EXERCISE PROMPT: The result should be every line of the listing that contains "Avenue".
※ ※ ※
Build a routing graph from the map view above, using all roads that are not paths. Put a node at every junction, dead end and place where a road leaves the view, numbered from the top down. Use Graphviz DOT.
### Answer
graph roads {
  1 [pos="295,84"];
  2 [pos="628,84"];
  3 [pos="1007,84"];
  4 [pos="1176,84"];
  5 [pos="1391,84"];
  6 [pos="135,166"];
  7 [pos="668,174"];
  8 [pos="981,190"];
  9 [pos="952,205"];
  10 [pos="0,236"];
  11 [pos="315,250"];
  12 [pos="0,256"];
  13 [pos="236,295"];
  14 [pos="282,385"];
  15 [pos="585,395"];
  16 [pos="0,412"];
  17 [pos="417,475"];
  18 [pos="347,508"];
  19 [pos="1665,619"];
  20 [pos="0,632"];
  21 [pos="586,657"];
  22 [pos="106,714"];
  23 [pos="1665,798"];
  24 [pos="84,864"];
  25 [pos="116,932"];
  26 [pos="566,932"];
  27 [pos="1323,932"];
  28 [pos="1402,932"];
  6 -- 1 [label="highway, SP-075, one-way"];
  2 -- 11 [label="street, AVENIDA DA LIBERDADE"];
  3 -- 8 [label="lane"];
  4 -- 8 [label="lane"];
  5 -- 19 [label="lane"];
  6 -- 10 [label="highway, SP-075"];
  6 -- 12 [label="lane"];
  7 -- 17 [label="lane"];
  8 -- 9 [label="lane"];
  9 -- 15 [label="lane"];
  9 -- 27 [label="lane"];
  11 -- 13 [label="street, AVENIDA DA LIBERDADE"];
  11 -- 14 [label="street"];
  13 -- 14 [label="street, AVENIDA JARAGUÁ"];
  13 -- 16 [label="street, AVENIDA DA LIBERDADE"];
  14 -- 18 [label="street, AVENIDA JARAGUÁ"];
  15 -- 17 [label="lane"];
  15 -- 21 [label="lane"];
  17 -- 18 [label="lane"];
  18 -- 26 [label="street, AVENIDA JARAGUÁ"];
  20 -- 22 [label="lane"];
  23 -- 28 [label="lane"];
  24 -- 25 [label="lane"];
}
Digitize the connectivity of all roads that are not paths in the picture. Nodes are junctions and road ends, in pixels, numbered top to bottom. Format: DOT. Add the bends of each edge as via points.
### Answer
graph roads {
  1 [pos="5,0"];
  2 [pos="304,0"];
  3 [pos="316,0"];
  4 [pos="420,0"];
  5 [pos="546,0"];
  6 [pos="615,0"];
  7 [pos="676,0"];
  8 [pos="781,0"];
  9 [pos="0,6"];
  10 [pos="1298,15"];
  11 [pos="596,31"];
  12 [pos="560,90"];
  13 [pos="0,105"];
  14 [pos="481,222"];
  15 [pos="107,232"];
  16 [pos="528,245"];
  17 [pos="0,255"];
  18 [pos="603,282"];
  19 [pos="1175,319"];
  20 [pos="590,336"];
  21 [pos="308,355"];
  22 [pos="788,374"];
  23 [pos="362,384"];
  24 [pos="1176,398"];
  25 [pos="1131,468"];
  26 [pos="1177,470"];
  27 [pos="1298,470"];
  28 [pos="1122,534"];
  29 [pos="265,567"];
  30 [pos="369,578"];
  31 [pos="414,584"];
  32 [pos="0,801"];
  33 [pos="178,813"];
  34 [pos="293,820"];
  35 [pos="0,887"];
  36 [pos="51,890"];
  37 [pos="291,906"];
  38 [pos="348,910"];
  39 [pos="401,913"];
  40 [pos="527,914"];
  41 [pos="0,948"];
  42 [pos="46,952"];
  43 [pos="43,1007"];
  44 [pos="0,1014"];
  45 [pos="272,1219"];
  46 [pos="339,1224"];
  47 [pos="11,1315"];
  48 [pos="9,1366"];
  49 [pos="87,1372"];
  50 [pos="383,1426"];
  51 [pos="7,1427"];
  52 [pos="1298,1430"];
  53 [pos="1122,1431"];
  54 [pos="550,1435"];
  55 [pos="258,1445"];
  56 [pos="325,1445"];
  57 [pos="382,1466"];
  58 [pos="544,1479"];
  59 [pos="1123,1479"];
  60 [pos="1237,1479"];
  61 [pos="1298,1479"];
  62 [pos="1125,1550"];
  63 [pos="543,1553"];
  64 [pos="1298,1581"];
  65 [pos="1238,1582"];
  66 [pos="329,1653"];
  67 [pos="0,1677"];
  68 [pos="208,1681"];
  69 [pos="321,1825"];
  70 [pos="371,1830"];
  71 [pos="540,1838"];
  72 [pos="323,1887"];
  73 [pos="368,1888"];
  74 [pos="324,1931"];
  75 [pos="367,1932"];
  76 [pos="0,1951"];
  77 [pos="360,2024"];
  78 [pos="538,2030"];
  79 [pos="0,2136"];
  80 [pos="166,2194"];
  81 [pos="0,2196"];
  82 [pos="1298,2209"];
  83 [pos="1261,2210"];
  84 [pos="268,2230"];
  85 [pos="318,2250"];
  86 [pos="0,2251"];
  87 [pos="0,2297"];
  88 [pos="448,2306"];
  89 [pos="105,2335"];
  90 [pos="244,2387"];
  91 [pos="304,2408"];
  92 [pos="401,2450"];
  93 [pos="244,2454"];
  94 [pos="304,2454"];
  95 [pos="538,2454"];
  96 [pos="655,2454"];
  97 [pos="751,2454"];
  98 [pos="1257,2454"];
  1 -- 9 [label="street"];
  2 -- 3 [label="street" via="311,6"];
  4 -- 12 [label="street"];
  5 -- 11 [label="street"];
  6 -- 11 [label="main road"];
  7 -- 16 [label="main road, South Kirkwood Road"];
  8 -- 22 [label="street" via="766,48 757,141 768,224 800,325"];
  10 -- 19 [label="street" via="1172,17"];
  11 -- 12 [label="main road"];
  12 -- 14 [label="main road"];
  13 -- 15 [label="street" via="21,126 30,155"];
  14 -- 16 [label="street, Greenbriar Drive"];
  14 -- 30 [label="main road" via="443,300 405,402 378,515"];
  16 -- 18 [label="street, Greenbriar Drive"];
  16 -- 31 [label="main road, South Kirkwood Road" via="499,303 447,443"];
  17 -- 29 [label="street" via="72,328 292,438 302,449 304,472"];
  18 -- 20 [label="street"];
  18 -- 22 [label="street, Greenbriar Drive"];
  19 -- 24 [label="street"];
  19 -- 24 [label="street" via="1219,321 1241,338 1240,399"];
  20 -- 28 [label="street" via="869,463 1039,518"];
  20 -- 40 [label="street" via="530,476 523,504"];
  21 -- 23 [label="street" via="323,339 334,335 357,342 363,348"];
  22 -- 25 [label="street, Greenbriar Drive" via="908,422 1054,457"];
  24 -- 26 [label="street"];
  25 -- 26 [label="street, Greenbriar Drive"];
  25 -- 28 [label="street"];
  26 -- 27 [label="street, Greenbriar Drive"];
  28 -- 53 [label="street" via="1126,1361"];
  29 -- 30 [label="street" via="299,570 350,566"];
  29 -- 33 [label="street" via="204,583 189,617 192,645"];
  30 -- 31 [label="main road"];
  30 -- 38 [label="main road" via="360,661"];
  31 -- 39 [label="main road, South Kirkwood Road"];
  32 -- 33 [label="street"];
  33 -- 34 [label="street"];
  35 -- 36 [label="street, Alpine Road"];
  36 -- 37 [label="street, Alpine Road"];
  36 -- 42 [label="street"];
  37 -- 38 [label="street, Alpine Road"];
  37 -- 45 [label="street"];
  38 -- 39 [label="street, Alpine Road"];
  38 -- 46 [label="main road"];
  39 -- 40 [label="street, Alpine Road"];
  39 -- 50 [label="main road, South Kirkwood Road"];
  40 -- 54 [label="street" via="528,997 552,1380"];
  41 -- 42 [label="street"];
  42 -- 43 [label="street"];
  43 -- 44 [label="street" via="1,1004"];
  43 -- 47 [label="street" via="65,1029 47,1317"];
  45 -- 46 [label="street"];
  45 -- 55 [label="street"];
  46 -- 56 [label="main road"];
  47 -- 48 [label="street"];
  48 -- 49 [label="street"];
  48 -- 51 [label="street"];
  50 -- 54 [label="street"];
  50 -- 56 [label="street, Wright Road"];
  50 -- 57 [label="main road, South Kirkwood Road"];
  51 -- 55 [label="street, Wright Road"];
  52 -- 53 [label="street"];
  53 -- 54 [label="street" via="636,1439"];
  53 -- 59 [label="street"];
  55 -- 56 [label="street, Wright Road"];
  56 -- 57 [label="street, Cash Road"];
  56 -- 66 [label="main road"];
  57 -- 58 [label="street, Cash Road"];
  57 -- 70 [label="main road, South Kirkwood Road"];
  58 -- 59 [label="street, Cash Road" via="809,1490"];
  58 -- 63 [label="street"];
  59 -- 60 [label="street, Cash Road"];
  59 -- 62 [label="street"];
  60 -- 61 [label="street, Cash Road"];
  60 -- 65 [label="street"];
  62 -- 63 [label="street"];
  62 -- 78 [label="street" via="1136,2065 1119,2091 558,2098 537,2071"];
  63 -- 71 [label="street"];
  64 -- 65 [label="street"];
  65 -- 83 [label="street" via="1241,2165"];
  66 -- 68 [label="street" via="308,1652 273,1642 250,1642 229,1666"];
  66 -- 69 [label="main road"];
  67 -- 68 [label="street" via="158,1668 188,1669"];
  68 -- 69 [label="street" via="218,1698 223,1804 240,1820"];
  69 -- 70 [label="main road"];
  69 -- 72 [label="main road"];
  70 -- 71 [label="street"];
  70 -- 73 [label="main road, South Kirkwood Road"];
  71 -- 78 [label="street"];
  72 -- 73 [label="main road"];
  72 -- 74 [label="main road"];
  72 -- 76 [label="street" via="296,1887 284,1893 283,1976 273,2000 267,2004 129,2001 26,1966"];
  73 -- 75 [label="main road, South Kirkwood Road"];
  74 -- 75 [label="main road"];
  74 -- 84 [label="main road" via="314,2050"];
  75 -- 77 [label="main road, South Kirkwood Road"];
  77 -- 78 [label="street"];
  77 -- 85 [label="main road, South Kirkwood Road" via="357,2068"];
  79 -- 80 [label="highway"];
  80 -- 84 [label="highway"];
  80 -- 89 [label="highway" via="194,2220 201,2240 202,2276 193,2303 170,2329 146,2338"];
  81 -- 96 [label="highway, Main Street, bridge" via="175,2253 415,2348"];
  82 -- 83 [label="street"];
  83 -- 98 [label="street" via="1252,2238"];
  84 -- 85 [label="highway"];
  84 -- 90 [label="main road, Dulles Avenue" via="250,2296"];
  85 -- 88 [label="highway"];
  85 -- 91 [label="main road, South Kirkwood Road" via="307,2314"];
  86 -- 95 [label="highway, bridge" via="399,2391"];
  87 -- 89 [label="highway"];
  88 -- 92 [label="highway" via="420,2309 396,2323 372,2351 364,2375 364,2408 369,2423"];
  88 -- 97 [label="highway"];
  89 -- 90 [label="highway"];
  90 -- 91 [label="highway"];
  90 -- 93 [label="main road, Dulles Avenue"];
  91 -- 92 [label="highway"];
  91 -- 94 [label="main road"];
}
※ ※ ※
SOLUTION:
  84 -- 90 [label="main road, Dulles Avenue" via="250,2296"];
  90 -- 93 [label="main road, Dulles Avenue"];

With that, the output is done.